ニノ罪 《勤勉な腹の虫》

 夜の森の中、二十歳の男と見た目十五、六の少女が向き合っている。

 普通に見たらおかしな光景だ。現に、私もそう思っている。



「えっと...誰...?」


「私の名前はベル...。お願い...、私の、王都にいる私の友達を助けて...。」




 紺のワンピースを着た少女、ベルが、同じく紺色に輝く双眸をブラーズに向けている。

 その姿は幼いながらも妙な魅力を感じた。だが生憎、年下好きと言うわけではない。



「悪いが、俺は別の目的で王都に用事があるんだ。そっちに構ってる暇は、無いかもしれない。」


「貴方の目的と...関係はある、と思うわ...。」



 ベルの発言にブラーズは驚きの表情を浮かべる。


 私が王都へ向かう理由は二つある。

 一つは王都で開催される勇者選抜戦への参加だ。

 王都が不定期に行うイベントの一つであり、各地から腕に自身のある者が王都に集い、優勝した景品として、《闇組織討滅作戦》に加わる事が出来るのだ。

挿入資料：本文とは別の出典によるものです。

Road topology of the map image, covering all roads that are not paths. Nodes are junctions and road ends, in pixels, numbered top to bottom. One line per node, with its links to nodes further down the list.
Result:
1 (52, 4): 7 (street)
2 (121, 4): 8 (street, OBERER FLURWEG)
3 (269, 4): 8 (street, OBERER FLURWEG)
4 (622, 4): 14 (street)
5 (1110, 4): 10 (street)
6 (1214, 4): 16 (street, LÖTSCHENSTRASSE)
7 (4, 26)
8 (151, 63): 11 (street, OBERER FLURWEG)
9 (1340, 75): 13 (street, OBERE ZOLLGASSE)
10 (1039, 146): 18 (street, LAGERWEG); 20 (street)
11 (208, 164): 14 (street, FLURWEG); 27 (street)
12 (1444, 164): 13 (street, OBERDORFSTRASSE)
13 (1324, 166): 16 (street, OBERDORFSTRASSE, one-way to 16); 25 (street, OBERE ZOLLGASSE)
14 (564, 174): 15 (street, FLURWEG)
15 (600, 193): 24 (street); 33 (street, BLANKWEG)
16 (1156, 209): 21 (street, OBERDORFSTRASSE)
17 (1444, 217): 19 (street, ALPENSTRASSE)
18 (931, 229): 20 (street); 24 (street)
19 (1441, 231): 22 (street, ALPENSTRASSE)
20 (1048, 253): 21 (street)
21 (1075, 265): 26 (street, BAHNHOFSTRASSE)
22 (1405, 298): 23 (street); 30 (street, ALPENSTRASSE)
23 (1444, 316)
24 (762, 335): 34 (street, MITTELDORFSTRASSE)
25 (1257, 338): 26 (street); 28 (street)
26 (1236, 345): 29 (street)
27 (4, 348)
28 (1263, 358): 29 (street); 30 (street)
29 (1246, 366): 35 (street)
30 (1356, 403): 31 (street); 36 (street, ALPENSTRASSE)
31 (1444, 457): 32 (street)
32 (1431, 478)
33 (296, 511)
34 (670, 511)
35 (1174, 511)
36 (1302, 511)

 そして私はこれに参加をする。しなければならない、理由があるのだ。


 そして二つ目の理由、それは人探しである。

 過去に置き去りにした友人、それと私と同じ『同類』。

 恐らくはそのどちらかに、関係があると言ったのだろう。




 しかし、何故ベルは、私が王都へ向かう理由を知っている...?


 それを聞こうと口を開いた時、人間の声でも木々のざわめきでもない、小さな雑音が響いた。



「...俺の名前はブラーズ。ベルだっけか。着いてこい。」



 聞く気が失せた。

 私は溜息を吐くとベルの横を素通りして、宿に帰る。

 ベルはブラーズが横を通ろうとすると無駄に大きく距離を離して避け、そのまま後をついて歩く。


 初対面にしても、とても離れ過ぎている距離であった...。